▶ **Exercise brief**: Each record needs to be transcribed exactly.

▶ **Records for processing**:
# # # # # # #

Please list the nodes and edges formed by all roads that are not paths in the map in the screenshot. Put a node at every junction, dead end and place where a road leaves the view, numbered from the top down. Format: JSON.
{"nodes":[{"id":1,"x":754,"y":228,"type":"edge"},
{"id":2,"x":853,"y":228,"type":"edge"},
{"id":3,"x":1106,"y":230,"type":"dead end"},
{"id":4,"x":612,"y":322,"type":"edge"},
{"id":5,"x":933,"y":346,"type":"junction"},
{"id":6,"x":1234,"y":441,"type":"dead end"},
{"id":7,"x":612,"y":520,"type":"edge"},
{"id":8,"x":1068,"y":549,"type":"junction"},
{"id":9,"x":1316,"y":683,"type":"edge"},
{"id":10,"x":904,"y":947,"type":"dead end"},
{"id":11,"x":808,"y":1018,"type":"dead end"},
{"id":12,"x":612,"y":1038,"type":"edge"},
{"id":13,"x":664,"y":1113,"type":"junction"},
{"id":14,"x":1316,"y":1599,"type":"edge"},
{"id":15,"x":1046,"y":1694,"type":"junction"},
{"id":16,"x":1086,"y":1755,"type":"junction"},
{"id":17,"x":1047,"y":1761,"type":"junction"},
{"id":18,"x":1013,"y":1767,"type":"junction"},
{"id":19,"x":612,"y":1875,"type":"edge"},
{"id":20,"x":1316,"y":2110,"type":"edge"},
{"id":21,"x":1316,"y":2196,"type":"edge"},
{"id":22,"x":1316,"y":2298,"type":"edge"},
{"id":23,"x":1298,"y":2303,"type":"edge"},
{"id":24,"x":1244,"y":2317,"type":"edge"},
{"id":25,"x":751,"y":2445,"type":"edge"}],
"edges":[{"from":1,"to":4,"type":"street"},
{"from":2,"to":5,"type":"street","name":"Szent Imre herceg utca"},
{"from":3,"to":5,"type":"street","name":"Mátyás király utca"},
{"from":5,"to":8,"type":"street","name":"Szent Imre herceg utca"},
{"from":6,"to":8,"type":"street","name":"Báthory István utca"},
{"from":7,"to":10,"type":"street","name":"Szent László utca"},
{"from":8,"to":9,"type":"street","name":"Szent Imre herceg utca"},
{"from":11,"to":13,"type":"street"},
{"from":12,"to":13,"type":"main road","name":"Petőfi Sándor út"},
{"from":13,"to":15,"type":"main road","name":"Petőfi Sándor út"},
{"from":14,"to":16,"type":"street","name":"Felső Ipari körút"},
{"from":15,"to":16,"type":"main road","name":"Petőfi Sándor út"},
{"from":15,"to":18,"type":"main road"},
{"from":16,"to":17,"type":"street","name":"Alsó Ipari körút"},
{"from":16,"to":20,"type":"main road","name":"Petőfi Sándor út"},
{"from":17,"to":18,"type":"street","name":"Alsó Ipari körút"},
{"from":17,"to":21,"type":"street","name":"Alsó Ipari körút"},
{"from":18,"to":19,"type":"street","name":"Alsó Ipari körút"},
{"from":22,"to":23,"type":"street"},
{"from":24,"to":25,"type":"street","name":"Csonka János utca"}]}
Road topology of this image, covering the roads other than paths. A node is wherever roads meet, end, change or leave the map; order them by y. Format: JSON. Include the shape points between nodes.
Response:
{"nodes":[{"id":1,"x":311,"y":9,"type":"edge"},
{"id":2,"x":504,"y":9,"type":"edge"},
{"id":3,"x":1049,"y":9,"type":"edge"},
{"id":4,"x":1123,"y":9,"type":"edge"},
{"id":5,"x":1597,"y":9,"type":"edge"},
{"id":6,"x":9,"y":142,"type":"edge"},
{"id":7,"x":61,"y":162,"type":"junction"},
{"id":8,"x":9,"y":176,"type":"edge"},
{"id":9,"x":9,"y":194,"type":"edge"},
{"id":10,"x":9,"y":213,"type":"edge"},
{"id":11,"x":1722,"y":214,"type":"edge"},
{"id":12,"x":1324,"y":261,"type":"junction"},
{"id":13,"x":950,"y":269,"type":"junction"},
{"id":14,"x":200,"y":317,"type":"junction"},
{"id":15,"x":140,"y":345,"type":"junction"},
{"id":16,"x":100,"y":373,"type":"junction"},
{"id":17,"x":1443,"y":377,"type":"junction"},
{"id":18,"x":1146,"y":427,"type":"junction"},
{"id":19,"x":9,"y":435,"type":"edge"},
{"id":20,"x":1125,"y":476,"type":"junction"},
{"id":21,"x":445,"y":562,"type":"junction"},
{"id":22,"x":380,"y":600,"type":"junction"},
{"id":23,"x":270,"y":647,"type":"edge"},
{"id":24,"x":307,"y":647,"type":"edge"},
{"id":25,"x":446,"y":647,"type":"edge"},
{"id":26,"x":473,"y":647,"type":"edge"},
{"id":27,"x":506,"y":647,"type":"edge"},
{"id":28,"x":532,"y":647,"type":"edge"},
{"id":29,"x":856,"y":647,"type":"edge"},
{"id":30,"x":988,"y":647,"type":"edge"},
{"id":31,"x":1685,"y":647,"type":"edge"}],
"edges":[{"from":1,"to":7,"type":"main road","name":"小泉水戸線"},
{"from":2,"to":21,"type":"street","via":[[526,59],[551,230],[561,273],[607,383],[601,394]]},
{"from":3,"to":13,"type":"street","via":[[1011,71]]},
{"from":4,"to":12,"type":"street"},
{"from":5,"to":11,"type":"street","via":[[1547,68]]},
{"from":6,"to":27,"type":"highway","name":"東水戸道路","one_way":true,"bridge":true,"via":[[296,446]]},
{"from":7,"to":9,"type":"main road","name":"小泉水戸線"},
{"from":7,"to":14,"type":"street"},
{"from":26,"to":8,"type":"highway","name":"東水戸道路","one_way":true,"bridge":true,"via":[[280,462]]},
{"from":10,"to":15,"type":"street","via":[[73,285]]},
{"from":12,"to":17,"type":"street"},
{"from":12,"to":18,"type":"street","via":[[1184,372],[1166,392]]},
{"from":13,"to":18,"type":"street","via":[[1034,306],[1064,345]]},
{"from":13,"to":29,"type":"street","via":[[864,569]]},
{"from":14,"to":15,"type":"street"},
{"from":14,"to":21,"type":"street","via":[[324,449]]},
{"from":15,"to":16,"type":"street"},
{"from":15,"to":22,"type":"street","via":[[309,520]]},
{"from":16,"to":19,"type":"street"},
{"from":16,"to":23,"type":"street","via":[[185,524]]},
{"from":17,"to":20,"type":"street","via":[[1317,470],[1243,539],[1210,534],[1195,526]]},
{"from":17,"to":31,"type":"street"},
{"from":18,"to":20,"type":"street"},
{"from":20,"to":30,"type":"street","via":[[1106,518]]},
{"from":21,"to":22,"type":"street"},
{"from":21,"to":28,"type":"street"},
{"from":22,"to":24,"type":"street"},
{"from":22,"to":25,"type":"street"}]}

# # # # # # #

▶ **Solution below**:
Please list the nodes and edges formed by all roads that are not paths in the map in the screenshot. Put a node at every junction, dead end and place where a road leaves the view, numbered from the top down. Format: JSON.
{"nodes":[{"id":1,"x":754,"y":228,"type":"edge"},
{"id":2,"x":853,"y":228,"type":"edge"},
{"id":3,"x":1106,"y":230,"type":"dead end"},
{"id":4,"x":612,"y":322,"type":"edge"},
{"id":5,"x":933,"y":346,"type":"junction"},
{"id":6,"x":1234,"y":441,"type":"dead end"},
{"id":7,"x":612,"y":520,"type":"edge"},
{"id":8,"x":1068,"y":549,"type":"junction"},
{"id":9,"x":1316,"y":683,"type":"edge"},
{"id":10,"x":904,"y":947,"type":"dead end"},
{"id":11,"x":808,"y":1018,"type":"dead end"},
{"id":12,"x":612,"y":1038,"type":"edge"},
{"id":13,"x":664,"y":1113,"type":"junction"},
{"id":14,"x":1316,"y":1599,"type":"edge"},
{"id":15,"x":1046,"y":1694,"type":"junction"},
{"id":16,"x":1086,"y":1755,"type":"junction"},
{"id":17,"x":1047,"y":1761,"type":"junction"},
{"id":18,"x":1013,"y":1767,"type":"junction"},
{"id":19,"x":612,"y":1875,"type":"edge"},
{"id":20,"x":1316,"y":2110,"type":"edge"},
{"id":21,"x":1316,"y":2196,"type":"edge"},
{"id":22,"x":1316,"y":2298,"type":"edge"},
{"id":23,"x":1298,"y":2303,"type":"edge"},
{"id":24,"x":1244,"y":2317,"type":"edge"},
{"id":25,"x":751,"y":2445,"type":"edge"}],
"edges":[{"from":1,"to":4,"type":"street"},
{"from":2,"to":5,"type":"street","name":"Szent Imre herceg utca"},
{"from":3,"to":5,"type":"street","name":"Mátyás király utca"},
{"from":5,"to":8,"type":"street","name":"Szent Imre herceg utca"},
{"from":6,"to":8,"type":"street","name":"Báthory István utca"},
{"from":7,"to":10,"type":"street","name":"Szent László utca"},
{"from":8,"to":9,"type":"street","name":"Szent Imre herceg utca"},
{"from":11,"to":13,"type":"street"},
{"from":12,"to":13,"type":"main road","name":"Petőfi Sándor út"},
{"from":13,"to":15,"type":"main road","name":"Petőfi Sándor út"},
{"from":14,"to":16,"type":"street","name":"Felső Ipari körút"},
{"from":15,"to":16,"type":"main road","name":"Petőfi Sándor út"},
{"from":15,"to":18,"type":"main road"},
{"from":16,"to":17,"type":"street","name":"Alsó Ipari körút"},
{"from":16,"to":20,"type":"main road","name":"Petőfi Sándor út"},
{"from":17,"to":18,"type":"street","name":"Alsó Ipari körút"},
{"from":17,"to":21,"type":"street","name":"Alsó Ipari körút"},
{"from":18,"to":19,"type":"street","name":"Alsó Ipari körút"},
{"from":22,"to":23,"type":"street"},
{"from":24,"to":25,"type":"street","name":"Csonka János utca"}]}
Road topology of this image, covering the roads other than paths. A node is wherever roads meet, end, change or leave the map; order them by y. Format: JSON. Include the shape points between nodes.
Response:
{"nodes":[{"id":1,"x":311,"y":9,"type":"edge"},
{"id":2,"x":504,"y":9,"type":"edge"},
{"id":3,"x":1049,"y":9,"type":"edge"},
{"id":4,"x":1123,"y":9,"type":"edge"},
{"id":5,"x":1597,"y":9,"type":"edge"},
{"id":6,"x":9,"y":142,"type":"edge"},
{"id":7,"x":61,"y":162,"type":"junction"},
{"id":8,"x":9,"y":176,"type":"edge"},
{"id":9,"x":9,"y":194,"type":"edge"},
{"id":10,"x":9,"y":213,"type":"edge"},
{"id":11,"x":1722,"y":214,"type":"edge"},
{"id":12,"x":1324,"y":261,"type":"junction"},
{"id":13,"x":950,"y":269,"type":"junction"},
{"id":14,"x":200,"y":317,"type":"junction"},
{"id":15,"x":140,"y":345,"type":"junction"},
{"id":16,"x":100,"y":373,"type":"junction"},
{"id":17,"x":1443,"y":377,"type":"junction"},
{"id":18,"x":1146,"y":427,"type":"junction"},
{"id":19,"x":9,"y":435,"type":"edge"},
{"id":20,"x":1125,"y":476,"type":"junction"},
{"id":21,"x":445,"y":562,"type":"junction"},
{"id":22,"x":380,"y":600,"type":"junction"},
{"id":23,"x":270,"y":647,"type":"edge"},
{"id":24,"x":307,"y":647,"type":"edge"},
{"id":25,"x":446,"y":647,"type":"edge"},
{"id":26,"x":473,"y":647,"type":"edge"},
{"id":27,"x":506,"y":647,"type":"edge"},
{"id":28,"x":532,"y":647,"type":"edge"},
{"id":29,"x":856,"y":647,"type":"edge"},
{"id":30,"x":988,"y":647,"type":"edge"},
{"id":31,"x":1685,"y":647,"type":"edge"}],
"edges":[{"from":1,"to":7,"type":"main road","name":"小泉水戸線"},
{"from":2,"to":21,"type":"street","via":[[526,59],[551,230],[561,273],[607,383],[601,394]]},
{"from":3,"to":13,"type":"street","via":[[1011,71]]},
{"from":4,"to":12,"type":"street"},
{"from":5,"to":11,"type":"street","via":[[1547,68]]},
{"from":6,"to":27,"type":"highway","name":"東水戸道路","one_way":true,"bridge":true,"via":[[296,446]]},
{"from":7,"to":9,"type":"main road","name":"小泉水戸線"},
{"from":7,"to":14,"type":"street"},
{"from":26,"to":8,"type":"highway","name":"東水戸道路","one_way":true,"bridge":true,"via":[[280,462]]},
{"from":10,"to":15,"type":"street","via":[[73,285]]},
{"from":12,"to":17,"type":"street"},
{"from":12,"to":18,"type":"street","via":[[1184,372],[1166,392]]},
{"from":13,"to":18,"type":"street","via":[[1034,306],[1064,345]]},
{"from":13,"to":29,"type":"street","via":[[864,569]]},
{"from":14,"to":15,"type":"street"},
{"from":14,"to":21,"type":"street","via":[[324,449]]},
{"from":15,"to":16,"type":"street"},
{"from":15,"to":22,"type":"street","via":[[309,520]]},
{"from":16,"to":19,"type":"street"},
{"from":16,"to":23,"type":"street","via":[[185,524]]},
{"from":17,"to":20,"type":"street","via":[[1317,470],[1243,539],[1210,534],[1195,526]]},
{"from":17,"to":31,"type":"street"},
{"from":18,"to":20,"type":"street"},
{"from":20,"to":30,"type":"street","via":[[1106,518]]},
{"from":21,"to":22,"type":"street"},
{"from":21,"to":28,"type":"street"},
{"from":22,"to":24,"type":"street"},
{"from":22,"to":25,"type":"street"}]}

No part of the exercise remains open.